EXERCISE AIM: Write out the data below in full, unchanged, minus the images.

RECORDS TO PROCESS:
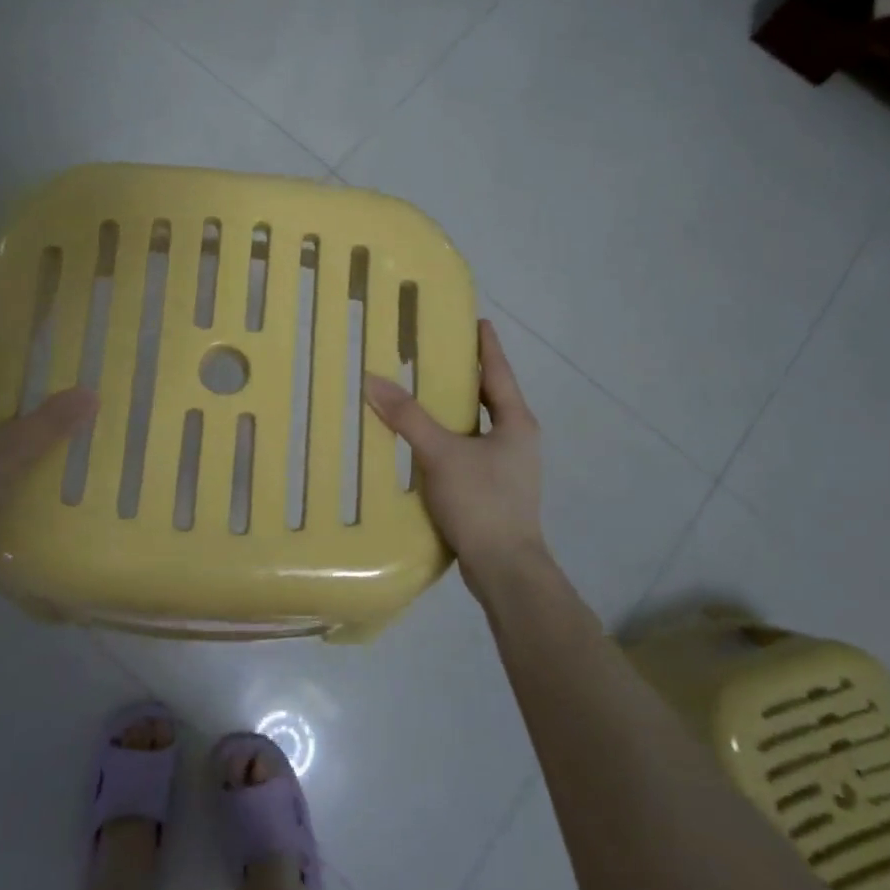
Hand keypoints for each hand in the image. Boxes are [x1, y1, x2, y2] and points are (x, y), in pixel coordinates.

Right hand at [364, 320, 549, 591]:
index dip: (486, 345)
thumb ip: (408, 417)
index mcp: (515, 421)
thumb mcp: (441, 454)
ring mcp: (508, 467)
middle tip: (435, 354)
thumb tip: (372, 380)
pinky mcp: (493, 490)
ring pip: (477, 426)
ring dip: (454, 410)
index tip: (475, 321)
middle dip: (465, 376)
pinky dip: (449, 439)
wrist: (505, 569)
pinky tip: (423, 444)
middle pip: (489, 396)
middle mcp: (516, 439)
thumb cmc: (482, 502)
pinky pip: (469, 451)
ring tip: (422, 394)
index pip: (499, 371)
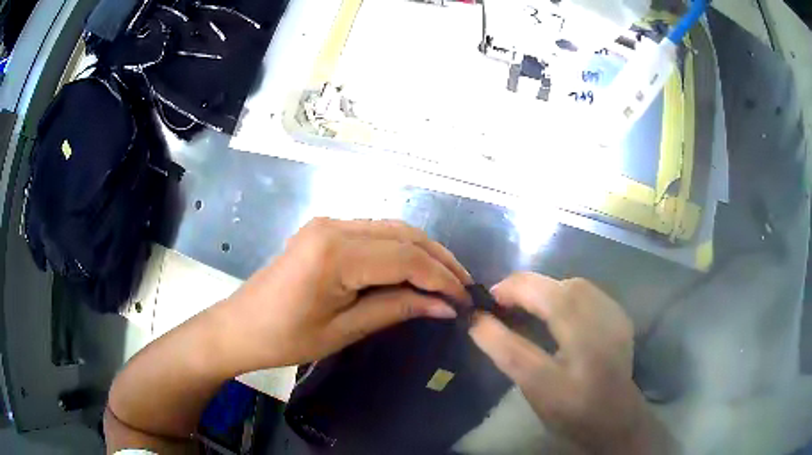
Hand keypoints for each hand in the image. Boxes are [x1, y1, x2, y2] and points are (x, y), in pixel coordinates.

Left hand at [215, 218, 471, 370]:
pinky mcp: (325, 230)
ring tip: (447, 279)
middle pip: (405, 235)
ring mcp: (329, 223)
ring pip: (393, 230)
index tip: (465, 300)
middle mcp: (335, 226)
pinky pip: (375, 233)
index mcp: (336, 252)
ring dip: (424, 252)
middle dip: (440, 260)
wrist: (239, 326)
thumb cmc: (285, 338)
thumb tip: (445, 306)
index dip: (441, 279)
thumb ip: (397, 309)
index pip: (407, 258)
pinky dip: (401, 250)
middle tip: (464, 287)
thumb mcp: (344, 330)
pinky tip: (414, 269)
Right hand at [469, 273, 673, 453]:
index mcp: (580, 348)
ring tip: (527, 304)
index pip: (537, 310)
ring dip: (545, 288)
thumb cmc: (569, 409)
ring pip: (574, 285)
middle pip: (559, 288)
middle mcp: (602, 325)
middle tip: (502, 303)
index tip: (484, 303)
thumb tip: (477, 319)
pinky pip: (588, 292)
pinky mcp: (620, 316)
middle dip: (525, 287)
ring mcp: (615, 317)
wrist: (614, 417)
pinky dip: (564, 293)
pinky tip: (557, 310)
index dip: (507, 295)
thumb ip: (505, 350)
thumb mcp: (533, 386)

RESULT OF THIS EXERCISE:
Hand keypoints for each hand in the image. Boxes are [x1, y1, x2, y2] and points are (x, y), in pixel coordinates.

Right hand at [364, 320, 549, 591]:
index dip: (486, 345)
thumb ip: (408, 417)
index mcp: (515, 421)
thumb mcp: (441, 454)
ring mcp: (508, 467)
middle tip: (435, 354)
thumb tip: (372, 380)
pinky mcp: (493, 490)
ring pip: (477, 426)
ring dip: (454, 410)
index tip: (475, 321)
middle dip: (465, 376)
pinky dip: (449, 439)
wrist: (505, 569)
pinky tip: (423, 444)
middle pip: (489, 396)
middle mcp: (516, 439)
thumb cmc: (482, 502)
pinky pip: (469, 451)
ring tip: (422, 394)
index pip: (499, 371)
Hand keypoints for each hand in the image. Boxes are [x1, y1, x2, y2] and points are (x, y), in pixel coordinates.

Left hand at [215, 218, 471, 370]:
pinky mcp: (325, 230)
ring tip: (447, 279)
middle pip: (405, 235)
ring mcp: (329, 223)
ring pip: (393, 230)
index tip: (465, 300)
middle mcp: (335, 226)
pinky pip: (375, 233)
index mcp: (336, 252)
ring dip: (424, 252)
middle dip: (440, 260)
wrist: (239, 326)
thumb cmc: (285, 338)
thumb tip: (445, 306)
index dip: (441, 279)
thumb ip: (397, 309)
index pip: (407, 258)
pinky dip: (401, 250)
middle tip: (464, 287)
thumb mcp: (344, 330)
pinky tip: (414, 269)
Right hand at [469, 273, 673, 453]:
index mcp: (580, 348)
ring tip: (527, 304)
index pip: (537, 310)
ring dip: (545, 288)
thumb cmc: (569, 409)
ring pip: (574, 285)
middle pip: (559, 288)
middle mcp: (602, 325)
middle tip: (502, 303)
index tip: (484, 303)
thumb tip: (477, 319)
pinky pip: (588, 292)
pinky mcp: (620, 316)
middle dip: (525, 287)
ring mcp: (615, 317)
wrist: (614, 417)
pinky dip: (564, 293)
pinky tip: (557, 310)
index dip: (507, 295)
thumb ip: (505, 350)
thumb mcp: (533, 386)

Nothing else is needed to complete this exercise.